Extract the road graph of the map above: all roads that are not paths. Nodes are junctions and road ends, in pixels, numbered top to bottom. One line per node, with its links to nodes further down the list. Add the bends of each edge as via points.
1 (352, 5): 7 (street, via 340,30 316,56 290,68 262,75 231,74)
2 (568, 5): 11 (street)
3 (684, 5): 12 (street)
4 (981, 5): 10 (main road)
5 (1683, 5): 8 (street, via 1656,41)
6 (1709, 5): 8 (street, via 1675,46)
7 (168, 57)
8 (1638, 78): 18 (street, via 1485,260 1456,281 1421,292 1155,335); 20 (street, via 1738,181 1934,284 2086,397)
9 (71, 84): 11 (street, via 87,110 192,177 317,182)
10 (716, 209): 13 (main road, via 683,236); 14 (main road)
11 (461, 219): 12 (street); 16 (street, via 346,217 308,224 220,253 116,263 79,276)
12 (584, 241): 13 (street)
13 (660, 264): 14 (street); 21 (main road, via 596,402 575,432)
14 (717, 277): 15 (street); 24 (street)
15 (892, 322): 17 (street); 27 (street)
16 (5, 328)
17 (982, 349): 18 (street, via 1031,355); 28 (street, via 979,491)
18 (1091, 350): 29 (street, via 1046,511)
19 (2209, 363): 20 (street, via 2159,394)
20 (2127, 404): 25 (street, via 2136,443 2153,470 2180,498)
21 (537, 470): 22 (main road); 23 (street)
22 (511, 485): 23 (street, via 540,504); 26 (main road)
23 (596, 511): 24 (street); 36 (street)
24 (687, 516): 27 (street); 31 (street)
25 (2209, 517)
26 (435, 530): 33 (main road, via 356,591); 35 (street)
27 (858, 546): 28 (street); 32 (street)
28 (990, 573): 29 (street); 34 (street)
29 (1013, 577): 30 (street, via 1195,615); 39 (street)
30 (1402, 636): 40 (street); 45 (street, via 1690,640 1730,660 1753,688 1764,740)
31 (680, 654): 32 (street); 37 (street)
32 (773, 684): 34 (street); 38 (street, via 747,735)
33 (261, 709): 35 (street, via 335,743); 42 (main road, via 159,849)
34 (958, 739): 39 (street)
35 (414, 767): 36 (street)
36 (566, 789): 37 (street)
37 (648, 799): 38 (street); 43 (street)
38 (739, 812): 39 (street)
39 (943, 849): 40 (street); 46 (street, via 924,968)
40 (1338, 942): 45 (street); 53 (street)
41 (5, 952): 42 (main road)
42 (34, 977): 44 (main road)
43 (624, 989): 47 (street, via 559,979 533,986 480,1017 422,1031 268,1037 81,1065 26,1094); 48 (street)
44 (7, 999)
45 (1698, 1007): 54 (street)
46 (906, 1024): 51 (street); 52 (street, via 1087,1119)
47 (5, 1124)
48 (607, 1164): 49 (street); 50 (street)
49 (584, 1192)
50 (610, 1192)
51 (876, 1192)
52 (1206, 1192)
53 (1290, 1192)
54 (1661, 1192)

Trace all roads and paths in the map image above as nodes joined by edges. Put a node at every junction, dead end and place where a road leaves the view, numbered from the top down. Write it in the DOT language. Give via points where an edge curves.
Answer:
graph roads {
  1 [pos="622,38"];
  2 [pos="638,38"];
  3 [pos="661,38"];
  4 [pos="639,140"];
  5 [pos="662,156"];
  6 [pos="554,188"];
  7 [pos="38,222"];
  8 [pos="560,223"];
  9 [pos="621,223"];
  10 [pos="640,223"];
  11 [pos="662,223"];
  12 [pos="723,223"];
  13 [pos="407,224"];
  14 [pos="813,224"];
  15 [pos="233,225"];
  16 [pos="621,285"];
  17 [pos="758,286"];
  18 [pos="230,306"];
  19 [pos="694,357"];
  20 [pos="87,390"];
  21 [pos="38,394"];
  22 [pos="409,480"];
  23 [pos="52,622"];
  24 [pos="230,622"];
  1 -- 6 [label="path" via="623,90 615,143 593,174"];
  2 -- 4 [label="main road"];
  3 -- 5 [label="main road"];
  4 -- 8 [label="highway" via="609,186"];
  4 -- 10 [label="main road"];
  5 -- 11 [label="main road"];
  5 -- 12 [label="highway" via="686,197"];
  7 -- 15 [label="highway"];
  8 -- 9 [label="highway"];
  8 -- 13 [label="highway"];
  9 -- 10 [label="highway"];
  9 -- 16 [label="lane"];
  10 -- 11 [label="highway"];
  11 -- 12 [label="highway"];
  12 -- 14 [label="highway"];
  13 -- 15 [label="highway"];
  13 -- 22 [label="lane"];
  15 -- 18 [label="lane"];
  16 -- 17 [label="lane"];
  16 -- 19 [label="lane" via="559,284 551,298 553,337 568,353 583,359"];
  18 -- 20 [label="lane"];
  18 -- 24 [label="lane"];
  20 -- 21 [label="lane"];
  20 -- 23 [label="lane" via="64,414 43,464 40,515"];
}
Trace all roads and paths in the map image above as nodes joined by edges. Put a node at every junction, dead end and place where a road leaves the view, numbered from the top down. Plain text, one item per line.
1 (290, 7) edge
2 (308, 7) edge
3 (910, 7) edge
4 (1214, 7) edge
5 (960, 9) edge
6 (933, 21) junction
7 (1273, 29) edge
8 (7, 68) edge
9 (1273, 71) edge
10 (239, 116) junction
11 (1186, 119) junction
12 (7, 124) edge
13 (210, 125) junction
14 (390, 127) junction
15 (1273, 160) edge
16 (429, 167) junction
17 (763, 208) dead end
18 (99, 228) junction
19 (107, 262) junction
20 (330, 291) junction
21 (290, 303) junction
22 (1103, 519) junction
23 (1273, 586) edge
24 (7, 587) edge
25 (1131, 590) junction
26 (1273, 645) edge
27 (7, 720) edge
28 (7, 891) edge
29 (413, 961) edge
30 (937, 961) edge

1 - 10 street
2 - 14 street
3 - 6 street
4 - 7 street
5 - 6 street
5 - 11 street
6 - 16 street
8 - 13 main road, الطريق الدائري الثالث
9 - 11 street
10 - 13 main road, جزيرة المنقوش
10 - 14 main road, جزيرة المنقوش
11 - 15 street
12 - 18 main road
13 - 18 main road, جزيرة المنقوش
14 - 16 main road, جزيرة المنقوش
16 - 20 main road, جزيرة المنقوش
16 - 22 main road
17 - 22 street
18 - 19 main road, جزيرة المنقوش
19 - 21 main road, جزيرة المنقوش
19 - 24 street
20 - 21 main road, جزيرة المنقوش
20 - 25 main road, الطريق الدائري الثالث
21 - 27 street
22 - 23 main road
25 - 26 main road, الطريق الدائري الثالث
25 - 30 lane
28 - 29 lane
####################
▶ Task to carry out
Each line of the data that includes "from" should be copied.

▶ Answer space
Trace all roads and paths in the map image above as nodes joined by edges. Put a node at every junction, dead end and place where a road leaves the view, numbered from the top down. Write it in the DOT language. Give via points where an edge curves.
Trace all roads and paths in the map image above as nodes joined by edges. Put a node at every junction, dead end and place where a road leaves the view, numbered from the top down. Plain text, one item per line.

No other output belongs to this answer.